The Iranian president and the Japanese prime minister have discussed the ongoing standoff between Tehran and Washington over the 2015 nuclear deal, and comprehensive bilateral ties.

“The nuclear deal is an extremely important agreement for Iran. That’s why we strongly condemn the United States’ one-sided and irrational withdrawal,” Iranian President Hassan Rouhani said at a meeting with Japanese Prime Minister Shinzo Abe, according to Iran’s Tasnim news agency.

Rouhani who became the first Iranian leader to visit Japan since 2000, arrived in the capital city of Tokyo on December 20 on an official invitation by Abe.

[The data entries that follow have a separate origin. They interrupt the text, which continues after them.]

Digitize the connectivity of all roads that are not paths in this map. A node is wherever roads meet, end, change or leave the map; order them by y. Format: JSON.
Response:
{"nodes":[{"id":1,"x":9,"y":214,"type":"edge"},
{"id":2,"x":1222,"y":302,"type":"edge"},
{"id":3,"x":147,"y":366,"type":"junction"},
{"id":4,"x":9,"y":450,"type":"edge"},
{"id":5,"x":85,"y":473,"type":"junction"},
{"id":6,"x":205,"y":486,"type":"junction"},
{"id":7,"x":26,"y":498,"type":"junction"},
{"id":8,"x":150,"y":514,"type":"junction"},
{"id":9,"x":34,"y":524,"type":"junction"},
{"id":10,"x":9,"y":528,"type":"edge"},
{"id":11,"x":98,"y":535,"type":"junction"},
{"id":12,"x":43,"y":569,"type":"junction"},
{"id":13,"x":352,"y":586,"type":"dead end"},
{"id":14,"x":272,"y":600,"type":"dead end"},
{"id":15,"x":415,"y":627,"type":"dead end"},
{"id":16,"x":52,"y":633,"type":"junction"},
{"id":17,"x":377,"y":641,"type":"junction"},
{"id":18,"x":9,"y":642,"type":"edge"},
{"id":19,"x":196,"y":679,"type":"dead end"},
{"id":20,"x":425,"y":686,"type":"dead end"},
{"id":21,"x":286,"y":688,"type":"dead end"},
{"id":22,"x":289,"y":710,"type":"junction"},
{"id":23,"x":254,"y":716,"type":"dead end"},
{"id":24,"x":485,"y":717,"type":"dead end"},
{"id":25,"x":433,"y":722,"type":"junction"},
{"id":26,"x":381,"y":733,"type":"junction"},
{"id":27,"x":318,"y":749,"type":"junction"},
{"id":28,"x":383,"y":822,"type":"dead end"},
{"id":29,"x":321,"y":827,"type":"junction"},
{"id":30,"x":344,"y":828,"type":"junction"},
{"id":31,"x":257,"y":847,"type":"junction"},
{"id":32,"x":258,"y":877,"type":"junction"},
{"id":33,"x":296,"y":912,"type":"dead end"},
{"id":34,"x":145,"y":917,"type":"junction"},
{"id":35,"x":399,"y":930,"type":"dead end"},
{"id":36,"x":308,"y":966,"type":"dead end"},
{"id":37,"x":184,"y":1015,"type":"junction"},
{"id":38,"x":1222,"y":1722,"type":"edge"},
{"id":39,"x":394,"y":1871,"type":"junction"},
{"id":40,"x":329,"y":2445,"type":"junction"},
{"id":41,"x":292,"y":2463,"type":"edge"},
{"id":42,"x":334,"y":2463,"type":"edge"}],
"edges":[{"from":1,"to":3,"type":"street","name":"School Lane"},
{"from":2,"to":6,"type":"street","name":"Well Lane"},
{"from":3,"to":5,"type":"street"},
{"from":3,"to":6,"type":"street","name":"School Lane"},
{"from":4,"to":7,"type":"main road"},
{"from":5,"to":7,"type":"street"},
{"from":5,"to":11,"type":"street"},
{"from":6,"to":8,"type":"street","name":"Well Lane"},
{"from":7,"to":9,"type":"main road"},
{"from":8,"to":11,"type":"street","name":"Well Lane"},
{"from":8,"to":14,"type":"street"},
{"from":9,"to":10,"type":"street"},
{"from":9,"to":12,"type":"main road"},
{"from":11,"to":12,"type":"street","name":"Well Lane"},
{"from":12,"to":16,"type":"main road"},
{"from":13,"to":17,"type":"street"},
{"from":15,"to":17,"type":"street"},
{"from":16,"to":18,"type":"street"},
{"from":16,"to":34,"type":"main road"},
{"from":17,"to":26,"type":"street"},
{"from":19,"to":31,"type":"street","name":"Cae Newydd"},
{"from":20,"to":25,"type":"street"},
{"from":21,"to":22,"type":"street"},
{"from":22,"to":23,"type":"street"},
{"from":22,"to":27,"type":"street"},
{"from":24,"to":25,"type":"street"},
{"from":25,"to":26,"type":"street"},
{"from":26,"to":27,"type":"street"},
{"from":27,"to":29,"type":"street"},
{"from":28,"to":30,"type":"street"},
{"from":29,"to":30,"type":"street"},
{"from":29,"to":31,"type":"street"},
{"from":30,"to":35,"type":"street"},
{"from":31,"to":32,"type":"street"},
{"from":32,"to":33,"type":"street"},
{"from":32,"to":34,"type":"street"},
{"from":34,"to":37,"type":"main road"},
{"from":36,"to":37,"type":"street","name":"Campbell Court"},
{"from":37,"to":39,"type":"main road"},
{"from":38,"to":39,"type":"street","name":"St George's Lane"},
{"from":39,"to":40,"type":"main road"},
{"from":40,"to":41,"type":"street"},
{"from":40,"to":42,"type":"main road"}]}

“We hope that Japan and other countries in the world will make efforts toward maintaining the accord,” Rouhani said and urged Japan to pursue stronger relations and to assist Iran, which is now suffering under the weight of severe Washington-imposed economic sanctions.

At the beginning of the meeting, Abe asked Rouhani to stick to commitments made in a landmark 2015 nuclear deal and said Japan would do everything possible to ensure stability in the Middle East. In turn, Rouhani asked the Japanese prime minister to work with the other countries to help keep the nuclear deal in place.

The two leaders also explored avenues for bolstering and reinvigorating bilateral relations, and underlined the need to enhance the level of trade exchanges between the two countries.

Rouhani’s visit should be described as an effort to break the deadlock over the 2015 nuclear deal after the U.S. withdrawal from the deal in May 2018. U.S. President Donald Trump also ratcheted up sanctions on Iran to pressure its economy by ending its international sales of crude oil.

In an interview with reporters ahead of his trip, Rouhani refused to refer to mediation as a key agenda point during the upcoming visit, saying that “the US tyrannical pressure and illegal sanctions will not sustain.”

“World nations are seeking close and good ties with Iran,” he said, according to a report by IRNA.

Iranian officials have expressed hope that Japan will resume buying Iranian crude oil by defying or bypassing U.S.-imposed sanctions, which have led to severe inflation, damaging the livelihoods of Iranians. Senior Japanese officials, however, have said Tokyo won’t be able to satisfy Tehran’s wishes as Washington has maintained a tough stance against anyone who defies the sanctions, according to The Japan Times.

Japan was a leading buyer of Iranian oil for decades, but stopped purchases to comply with the U.S. sanctions imposed after Washington unilaterally quit the nuclear deal. In 2017, Iran supplied 5.2 percent of Japan’s crude oil imports.

The trip followed Washington’s proposal to create a coalition to safeguard strategic waters near the Strait of Hormuz — a key military choke point — in order to keep the Iranian military force in check. At the same time, the Japanese prime minister has also planned to dispatch a Self-Defense Force destroyer and a patrol plane to the Middle East, from which Japan imports nearly 90 percent of the crude oil it consumes each year.

Tokyo has been under pressure since the U.S. urged Japan to join its coalition patrol force, as a military ally of the U.S. Japan has relied heavily on U.S. military forces to maintain peace and stability in the Middle East, but participation in the U.S.-led coalition patrol force against Iran would cause a deterioration in Japan’s ties and even damage the country’s long-established reputation as a politically neutral presence in the region.